• **AIM OF THE EXERCISE**:
Your output must reproduce all the records below precisely and contain no pictures.

○ ○ ○ ○ ○ ○ ○

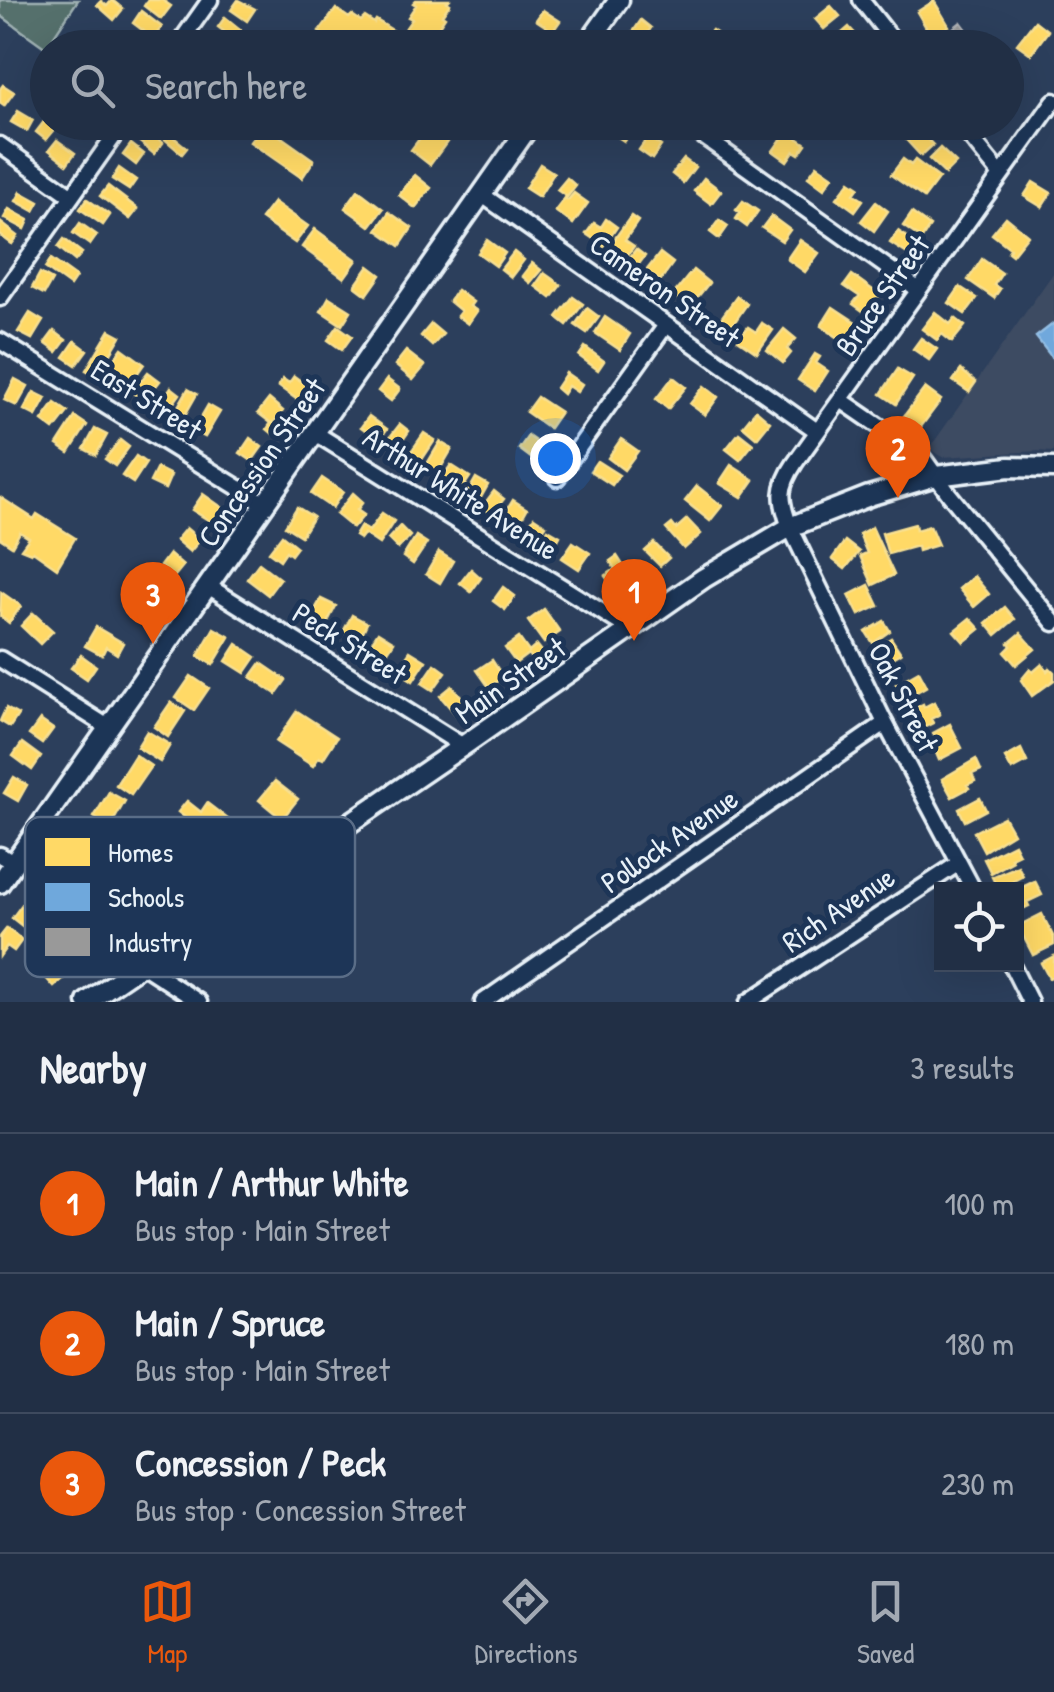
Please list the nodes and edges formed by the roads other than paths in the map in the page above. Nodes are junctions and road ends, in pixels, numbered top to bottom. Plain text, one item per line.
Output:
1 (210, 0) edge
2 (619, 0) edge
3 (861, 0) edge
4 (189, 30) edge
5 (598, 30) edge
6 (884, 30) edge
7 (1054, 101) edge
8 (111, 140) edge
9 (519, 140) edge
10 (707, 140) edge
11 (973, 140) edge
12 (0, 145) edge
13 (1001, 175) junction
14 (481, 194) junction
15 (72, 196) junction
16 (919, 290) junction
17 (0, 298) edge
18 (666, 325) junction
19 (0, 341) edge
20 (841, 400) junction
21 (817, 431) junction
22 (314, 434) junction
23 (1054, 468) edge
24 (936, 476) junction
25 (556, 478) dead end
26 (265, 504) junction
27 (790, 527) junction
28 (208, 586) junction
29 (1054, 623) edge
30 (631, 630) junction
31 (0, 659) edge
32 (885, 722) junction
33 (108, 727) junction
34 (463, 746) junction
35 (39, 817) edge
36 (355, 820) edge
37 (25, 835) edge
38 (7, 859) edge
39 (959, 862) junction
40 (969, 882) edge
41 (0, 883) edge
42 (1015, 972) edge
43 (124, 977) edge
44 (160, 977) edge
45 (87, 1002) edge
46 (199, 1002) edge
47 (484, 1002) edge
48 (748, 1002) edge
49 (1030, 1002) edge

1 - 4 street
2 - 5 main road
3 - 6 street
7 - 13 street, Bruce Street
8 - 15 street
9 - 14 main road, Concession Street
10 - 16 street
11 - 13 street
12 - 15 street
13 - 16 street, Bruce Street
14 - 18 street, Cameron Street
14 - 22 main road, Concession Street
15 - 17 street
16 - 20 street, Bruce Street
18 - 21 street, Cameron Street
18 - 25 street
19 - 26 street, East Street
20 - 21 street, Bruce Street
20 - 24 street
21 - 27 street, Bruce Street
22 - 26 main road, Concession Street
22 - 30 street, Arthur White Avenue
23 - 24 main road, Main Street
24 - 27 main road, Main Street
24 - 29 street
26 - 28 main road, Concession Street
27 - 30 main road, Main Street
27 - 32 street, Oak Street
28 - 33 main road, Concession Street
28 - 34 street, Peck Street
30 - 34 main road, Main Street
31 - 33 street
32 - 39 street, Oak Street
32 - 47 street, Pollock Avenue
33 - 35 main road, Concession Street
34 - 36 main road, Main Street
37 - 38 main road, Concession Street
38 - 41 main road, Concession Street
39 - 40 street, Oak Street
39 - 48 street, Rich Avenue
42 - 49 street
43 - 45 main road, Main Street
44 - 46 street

○ ○ ○ ○ ○ ○ ○

• **ANSWER BOX**:
Please list the nodes and edges formed by the roads other than paths in the map in the page above. Nodes are junctions and road ends, in pixels, numbered top to bottom. Plain text, one item per line.
Output:
1 (210, 0) edge
2 (619, 0) edge
3 (861, 0) edge
4 (189, 30) edge
5 (598, 30) edge
6 (884, 30) edge
7 (1054, 101) edge
8 (111, 140) edge
9 (519, 140) edge
10 (707, 140) edge
11 (973, 140) edge
12 (0, 145) edge
13 (1001, 175) junction
14 (481, 194) junction
15 (72, 196) junction
16 (919, 290) junction
17 (0, 298) edge
18 (666, 325) junction
19 (0, 341) edge
20 (841, 400) junction
21 (817, 431) junction
22 (314, 434) junction
23 (1054, 468) edge
24 (936, 476) junction
25 (556, 478) dead end
26 (265, 504) junction
27 (790, 527) junction
28 (208, 586) junction
29 (1054, 623) edge
30 (631, 630) junction
31 (0, 659) edge
32 (885, 722) junction
33 (108, 727) junction
34 (463, 746) junction
35 (39, 817) edge
36 (355, 820) edge
37 (25, 835) edge
38 (7, 859) edge
39 (959, 862) junction
40 (969, 882) edge
41 (0, 883) edge
42 (1015, 972) edge
43 (124, 977) edge
44 (160, 977) edge
45 (87, 1002) edge
46 (199, 1002) edge
47 (484, 1002) edge
48 (748, 1002) edge
49 (1030, 1002) edge

1 - 4 street
2 - 5 main road
3 - 6 street
7 - 13 street, Bruce Street
8 - 15 street
9 - 14 main road, Concession Street
10 - 16 street
11 - 13 street
12 - 15 street
13 - 16 street, Bruce Street
14 - 18 street, Cameron Street
14 - 22 main road, Concession Street
15 - 17 street
16 - 20 street, Bruce Street
18 - 21 street, Cameron Street
18 - 25 street
19 - 26 street, East Street
20 - 21 street, Bruce Street
20 - 24 street
21 - 27 street, Bruce Street
22 - 26 main road, Concession Street
22 - 30 street, Arthur White Avenue
23 - 24 main road, Main Street
24 - 27 main road, Main Street
24 - 29 street
26 - 28 main road, Concession Street
27 - 30 main road, Main Street
27 - 32 street, Oak Street
28 - 33 main road, Concession Street
28 - 34 street, Peck Street
30 - 34 main road, Main Street
31 - 33 street
32 - 39 street, Oak Street
32 - 47 street, Pollock Avenue
33 - 35 main road, Concession Street
34 - 36 main road, Main Street
37 - 38 main road, Concession Street
38 - 41 main road, Concession Street
39 - 40 street, Oak Street
39 - 48 street, Rich Avenue
42 - 49 street
43 - 45 main road, Main Street
44 - 46 street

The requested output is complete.